**TASK OBJECTIVE:**
In the listing below, which lines contain the string "BETTS"? Copy them all.

*** MATERIAL TO PROCESS ***

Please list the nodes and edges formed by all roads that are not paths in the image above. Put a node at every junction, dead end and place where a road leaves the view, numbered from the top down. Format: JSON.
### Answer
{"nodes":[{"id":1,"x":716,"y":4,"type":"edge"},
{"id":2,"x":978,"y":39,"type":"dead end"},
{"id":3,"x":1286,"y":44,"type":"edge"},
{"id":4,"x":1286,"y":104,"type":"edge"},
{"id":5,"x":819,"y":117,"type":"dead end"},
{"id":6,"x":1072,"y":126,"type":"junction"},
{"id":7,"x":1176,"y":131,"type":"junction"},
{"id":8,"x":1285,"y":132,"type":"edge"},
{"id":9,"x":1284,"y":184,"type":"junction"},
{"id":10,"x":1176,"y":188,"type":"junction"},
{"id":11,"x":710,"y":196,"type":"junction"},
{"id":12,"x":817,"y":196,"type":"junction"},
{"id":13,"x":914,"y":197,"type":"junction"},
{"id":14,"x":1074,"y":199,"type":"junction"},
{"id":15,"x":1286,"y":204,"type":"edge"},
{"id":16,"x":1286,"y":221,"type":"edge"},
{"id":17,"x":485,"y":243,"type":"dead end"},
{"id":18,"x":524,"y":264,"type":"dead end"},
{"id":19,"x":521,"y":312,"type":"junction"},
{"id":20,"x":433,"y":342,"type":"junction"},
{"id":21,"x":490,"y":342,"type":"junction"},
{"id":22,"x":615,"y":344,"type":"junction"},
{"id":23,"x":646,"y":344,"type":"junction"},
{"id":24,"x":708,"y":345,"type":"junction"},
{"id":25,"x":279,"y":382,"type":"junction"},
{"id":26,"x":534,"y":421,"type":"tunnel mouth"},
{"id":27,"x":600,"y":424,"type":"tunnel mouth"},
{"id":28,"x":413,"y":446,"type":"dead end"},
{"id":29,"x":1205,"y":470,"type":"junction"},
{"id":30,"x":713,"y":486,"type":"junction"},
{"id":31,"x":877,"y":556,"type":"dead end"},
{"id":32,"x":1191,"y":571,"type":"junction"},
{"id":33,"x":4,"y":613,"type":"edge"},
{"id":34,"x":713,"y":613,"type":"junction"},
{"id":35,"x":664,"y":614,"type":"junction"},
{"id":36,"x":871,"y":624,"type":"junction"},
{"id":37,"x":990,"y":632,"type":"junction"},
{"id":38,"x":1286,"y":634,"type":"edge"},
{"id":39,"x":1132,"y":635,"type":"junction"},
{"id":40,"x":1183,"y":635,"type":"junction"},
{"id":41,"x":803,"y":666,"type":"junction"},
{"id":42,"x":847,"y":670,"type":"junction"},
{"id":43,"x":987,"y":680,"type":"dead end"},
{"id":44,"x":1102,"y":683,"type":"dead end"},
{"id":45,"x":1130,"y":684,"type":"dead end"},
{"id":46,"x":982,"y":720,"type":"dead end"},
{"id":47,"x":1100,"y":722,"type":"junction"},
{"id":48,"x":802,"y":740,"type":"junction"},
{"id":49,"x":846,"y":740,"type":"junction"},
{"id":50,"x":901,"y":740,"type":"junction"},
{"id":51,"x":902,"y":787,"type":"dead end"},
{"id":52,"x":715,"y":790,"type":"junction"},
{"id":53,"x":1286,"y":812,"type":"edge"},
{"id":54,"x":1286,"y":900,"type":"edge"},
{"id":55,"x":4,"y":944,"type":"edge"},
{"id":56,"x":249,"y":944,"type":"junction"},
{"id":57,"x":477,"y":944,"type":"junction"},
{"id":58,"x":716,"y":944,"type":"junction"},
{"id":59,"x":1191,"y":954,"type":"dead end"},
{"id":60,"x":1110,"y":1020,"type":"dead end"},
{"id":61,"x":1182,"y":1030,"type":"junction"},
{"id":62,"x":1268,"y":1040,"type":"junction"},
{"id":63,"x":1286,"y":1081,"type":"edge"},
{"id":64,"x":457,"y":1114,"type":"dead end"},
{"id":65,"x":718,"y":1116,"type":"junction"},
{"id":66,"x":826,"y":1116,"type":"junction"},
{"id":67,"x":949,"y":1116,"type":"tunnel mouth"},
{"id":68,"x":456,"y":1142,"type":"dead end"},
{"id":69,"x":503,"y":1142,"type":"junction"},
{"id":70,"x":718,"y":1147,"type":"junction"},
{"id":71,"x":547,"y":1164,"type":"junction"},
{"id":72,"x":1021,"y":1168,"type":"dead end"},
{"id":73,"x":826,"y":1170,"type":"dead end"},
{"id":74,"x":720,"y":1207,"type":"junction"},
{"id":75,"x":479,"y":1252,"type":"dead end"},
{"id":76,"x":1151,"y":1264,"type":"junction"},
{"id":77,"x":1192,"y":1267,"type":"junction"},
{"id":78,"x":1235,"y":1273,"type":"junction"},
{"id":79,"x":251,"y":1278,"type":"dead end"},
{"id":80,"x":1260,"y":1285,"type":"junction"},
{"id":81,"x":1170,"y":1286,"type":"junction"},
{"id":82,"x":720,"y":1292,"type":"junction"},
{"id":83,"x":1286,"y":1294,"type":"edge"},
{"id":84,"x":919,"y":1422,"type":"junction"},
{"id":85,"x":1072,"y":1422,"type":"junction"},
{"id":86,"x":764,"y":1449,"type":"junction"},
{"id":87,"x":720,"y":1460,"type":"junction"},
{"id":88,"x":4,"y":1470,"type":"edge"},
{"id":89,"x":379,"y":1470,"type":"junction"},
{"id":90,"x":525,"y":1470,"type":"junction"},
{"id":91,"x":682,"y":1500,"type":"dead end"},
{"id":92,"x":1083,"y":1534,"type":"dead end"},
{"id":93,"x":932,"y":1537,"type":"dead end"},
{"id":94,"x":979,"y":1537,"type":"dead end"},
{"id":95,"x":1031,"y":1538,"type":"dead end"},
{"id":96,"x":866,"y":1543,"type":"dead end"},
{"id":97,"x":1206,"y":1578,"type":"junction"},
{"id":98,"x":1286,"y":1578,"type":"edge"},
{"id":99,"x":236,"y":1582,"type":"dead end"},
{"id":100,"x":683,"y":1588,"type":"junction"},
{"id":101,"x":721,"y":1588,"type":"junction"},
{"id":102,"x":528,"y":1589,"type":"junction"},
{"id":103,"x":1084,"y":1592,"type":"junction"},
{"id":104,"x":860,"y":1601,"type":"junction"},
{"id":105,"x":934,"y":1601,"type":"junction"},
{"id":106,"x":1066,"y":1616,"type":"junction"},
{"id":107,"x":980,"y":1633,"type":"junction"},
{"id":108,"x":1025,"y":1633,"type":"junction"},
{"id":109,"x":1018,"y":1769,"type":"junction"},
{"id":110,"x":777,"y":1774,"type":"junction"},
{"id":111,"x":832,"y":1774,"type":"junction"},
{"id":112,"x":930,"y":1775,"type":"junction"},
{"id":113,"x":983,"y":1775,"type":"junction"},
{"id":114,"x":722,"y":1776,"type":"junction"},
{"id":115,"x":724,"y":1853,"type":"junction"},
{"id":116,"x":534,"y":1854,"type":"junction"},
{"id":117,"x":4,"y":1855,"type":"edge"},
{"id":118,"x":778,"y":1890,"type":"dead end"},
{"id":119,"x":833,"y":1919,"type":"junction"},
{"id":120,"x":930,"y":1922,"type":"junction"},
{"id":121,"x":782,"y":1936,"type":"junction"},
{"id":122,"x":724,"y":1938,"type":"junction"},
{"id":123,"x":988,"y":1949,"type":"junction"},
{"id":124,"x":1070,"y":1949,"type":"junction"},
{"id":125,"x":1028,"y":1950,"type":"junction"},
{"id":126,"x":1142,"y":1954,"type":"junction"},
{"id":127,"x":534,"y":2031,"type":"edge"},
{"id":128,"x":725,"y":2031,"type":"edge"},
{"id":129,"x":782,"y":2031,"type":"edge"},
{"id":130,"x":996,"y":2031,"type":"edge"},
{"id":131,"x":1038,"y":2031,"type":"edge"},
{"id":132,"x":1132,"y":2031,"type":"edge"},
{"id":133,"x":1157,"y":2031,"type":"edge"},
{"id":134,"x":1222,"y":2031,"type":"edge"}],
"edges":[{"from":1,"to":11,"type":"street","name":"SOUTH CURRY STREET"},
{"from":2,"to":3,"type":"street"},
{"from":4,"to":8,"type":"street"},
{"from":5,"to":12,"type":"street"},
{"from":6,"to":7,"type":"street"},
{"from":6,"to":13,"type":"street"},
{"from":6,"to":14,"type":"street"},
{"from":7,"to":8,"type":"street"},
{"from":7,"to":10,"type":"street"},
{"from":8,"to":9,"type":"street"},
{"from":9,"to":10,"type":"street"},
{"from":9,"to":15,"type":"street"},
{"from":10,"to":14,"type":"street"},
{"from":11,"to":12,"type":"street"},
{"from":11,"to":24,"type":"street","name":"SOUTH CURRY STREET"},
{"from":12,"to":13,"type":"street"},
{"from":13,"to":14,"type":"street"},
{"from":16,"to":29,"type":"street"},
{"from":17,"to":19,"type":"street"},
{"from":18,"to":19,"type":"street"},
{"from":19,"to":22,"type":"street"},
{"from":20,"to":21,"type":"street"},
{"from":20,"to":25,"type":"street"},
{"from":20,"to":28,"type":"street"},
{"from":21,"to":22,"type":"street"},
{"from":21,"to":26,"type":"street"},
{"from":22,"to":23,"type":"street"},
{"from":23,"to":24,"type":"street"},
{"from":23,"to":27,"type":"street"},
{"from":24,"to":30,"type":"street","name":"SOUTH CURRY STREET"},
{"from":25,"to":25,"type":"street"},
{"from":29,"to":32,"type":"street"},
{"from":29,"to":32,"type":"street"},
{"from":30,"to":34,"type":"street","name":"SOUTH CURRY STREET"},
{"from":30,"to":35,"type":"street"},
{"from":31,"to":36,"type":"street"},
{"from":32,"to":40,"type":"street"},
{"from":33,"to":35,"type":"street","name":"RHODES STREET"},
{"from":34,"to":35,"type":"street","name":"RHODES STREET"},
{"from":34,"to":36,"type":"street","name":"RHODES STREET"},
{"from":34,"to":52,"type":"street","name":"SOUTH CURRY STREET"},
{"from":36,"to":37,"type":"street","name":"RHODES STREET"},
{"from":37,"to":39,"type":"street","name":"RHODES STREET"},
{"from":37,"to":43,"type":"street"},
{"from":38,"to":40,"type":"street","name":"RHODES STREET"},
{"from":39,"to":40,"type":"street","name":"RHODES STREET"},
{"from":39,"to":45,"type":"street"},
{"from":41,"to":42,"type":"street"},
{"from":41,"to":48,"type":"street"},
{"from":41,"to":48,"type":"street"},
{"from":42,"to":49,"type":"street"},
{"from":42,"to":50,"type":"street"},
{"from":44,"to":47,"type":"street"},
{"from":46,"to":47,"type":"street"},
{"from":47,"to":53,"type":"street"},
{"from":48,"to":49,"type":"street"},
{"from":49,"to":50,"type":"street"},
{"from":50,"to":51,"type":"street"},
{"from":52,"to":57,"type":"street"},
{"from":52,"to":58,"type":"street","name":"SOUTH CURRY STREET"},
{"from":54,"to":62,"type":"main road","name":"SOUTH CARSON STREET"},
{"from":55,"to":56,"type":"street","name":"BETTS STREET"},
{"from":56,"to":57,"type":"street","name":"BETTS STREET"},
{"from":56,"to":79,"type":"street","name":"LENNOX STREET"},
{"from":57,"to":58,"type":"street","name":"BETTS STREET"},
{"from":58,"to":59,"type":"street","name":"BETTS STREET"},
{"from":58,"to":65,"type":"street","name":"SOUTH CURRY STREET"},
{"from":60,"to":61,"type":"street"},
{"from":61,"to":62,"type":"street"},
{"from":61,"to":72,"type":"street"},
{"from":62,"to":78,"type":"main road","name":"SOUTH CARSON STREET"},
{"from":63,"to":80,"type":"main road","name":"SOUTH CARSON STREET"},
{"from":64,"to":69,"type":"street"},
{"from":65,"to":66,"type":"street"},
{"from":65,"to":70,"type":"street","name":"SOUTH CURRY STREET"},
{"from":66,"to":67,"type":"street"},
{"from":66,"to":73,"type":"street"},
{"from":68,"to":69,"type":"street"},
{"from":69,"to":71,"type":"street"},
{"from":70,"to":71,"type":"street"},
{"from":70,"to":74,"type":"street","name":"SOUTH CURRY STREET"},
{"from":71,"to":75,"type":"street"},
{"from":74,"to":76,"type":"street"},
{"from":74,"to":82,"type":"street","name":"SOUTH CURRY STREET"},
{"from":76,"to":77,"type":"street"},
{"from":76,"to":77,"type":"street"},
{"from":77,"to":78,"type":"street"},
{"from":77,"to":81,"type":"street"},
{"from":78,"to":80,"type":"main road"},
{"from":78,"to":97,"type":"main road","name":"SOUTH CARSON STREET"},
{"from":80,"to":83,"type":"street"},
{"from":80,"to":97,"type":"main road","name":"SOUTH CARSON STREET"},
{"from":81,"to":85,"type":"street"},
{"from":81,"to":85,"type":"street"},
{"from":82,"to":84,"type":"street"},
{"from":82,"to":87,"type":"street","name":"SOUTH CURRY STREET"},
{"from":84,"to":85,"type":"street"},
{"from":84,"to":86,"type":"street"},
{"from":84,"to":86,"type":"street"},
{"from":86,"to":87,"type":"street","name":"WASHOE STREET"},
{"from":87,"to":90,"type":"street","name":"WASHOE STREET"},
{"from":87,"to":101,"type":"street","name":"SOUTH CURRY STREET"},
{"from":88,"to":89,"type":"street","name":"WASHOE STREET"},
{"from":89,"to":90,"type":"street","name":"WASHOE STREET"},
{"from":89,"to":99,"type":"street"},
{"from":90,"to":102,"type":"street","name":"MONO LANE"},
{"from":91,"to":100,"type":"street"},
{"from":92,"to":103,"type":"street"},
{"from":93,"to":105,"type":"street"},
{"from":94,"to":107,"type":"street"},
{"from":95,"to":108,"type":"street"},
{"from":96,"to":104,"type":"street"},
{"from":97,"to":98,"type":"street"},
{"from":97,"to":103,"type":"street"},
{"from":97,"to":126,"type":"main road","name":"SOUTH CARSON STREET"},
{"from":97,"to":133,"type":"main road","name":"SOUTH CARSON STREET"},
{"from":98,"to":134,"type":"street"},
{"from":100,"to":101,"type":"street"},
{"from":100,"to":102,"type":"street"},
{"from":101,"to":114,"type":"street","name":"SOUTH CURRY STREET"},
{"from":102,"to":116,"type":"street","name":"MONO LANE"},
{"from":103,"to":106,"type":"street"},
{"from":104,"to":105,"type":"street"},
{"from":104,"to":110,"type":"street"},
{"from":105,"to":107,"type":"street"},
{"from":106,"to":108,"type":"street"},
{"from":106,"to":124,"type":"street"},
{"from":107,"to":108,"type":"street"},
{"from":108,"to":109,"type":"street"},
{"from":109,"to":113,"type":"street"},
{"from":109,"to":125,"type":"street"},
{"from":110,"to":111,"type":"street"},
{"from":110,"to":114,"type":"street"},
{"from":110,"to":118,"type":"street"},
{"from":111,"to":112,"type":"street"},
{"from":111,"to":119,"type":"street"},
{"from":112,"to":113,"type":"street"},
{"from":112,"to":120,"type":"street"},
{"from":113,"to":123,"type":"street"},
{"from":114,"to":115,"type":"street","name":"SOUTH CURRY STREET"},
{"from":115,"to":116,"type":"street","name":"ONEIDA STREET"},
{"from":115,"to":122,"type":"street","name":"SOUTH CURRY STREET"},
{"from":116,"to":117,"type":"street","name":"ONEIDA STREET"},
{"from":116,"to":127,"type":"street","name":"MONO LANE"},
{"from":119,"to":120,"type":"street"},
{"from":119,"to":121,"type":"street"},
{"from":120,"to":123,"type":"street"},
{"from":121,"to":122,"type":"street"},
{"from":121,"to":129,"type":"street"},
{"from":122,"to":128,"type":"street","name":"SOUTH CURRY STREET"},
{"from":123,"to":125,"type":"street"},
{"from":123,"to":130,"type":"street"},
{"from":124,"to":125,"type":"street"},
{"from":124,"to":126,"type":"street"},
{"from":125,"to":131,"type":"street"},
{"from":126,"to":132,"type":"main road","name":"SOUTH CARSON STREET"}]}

***

**EXERCISE RESULT:**
{"from":55,"to":56,"type":"street","name":"BETTS STREET"},
{"from":56,"to":57,"type":"street","name":"BETTS STREET"},
{"from":57,"to":58,"type":"street","name":"BETTS STREET"},
{"from":58,"to":59,"type":"street","name":"BETTS STREET"},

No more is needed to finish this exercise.